File photo of Shinzo Abe in 2010.
Image: 多摩に暇人.

A Japan government panel met last Tuesday and is drafting a report aimed to urge Japan to loosen restrictions on participation in military combat — restriction of military to self-defense — imposed in its constitution since the end of World War II. They expected to finalize the report after April. North Korea reacted by calling the Prime Minister of Japan, Shinzo Abe, an "Asian Hitler" on Wednesday.

The government panel — fourteen members headed by Shunji Yanai, former ambassador to the US — sought ways to reinterpret the constitution on the grounds there was not enough public support for revising, or rewriting, the constitution itself.

Shinzo Abe said he was motivated to help keep international peace — by protecting other nations' troops, which was beyond the scope currently allowed under the constitution. He interpreted it as a country's right, commenting, "it's about whether we can exercise this right that every country has".
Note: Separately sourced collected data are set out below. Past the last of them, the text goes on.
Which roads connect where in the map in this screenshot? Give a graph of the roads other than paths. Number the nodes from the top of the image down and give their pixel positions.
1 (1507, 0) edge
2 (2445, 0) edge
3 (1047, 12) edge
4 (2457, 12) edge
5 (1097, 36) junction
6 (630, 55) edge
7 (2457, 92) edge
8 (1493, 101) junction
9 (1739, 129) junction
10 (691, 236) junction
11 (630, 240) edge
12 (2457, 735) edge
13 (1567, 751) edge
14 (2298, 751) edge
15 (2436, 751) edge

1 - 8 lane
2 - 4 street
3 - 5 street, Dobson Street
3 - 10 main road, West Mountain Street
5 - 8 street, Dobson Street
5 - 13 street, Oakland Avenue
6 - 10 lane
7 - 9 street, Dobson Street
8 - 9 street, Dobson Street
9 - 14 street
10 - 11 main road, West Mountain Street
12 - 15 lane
During the Tuesday meeting, Abe also expressed a concern that the country's national security was not ready for potential regional conflicts: "Japan's preparation for national security threats in the region is not sufficient. We must cover all the bases to protect the people's lives and safety in any possible scenario". Yousuke Isozaki, a security policy adviser to Mr Abe, said a revised military policy would strengthen Japan's ties with allies, the US in particular.

The Korean Central News Agency, the official news agency of the North Korean government, commented in an editorial, saying Abe was trying to conjure up fears of North Korea using missiles or nuclear weapons to help justify expanding Japan's military. The Korean Central News Agency were likening Abe to Hitler. The editorial followed a comment by Rodong Sinmun, the ruling party — Workers' Party of Korea — newspaper, which described Abe as a "militarist maniac" last month. The reaction was also inspired by Abe's visit to Yasukuni Shrine in December.

Under Japan's pacifist constitution, the country has not been able to engage in militaristic combat since the end of World War II.

CHAPTER II. RENUNCIATION OF WAR

Article 9
  1. Aspiring sincerely to an international peace based on justice and order, the Japanese people forever renounce war as a sovereign right of the nation and the threat or use of force as means of settling international disputes.
  2. In order to accomplish the aim of the preceding paragraph, land, sea, and air forces, as well as other war potential, will never be maintained. The right of belligerency of the state will not be recognized.

– Constitution of Japan

Commenters related the move to escalated tensions with China, who had set up an Air Defense Identification Zone over a part of the East China Sea, including Japan's Senkaku Islands, in November last year.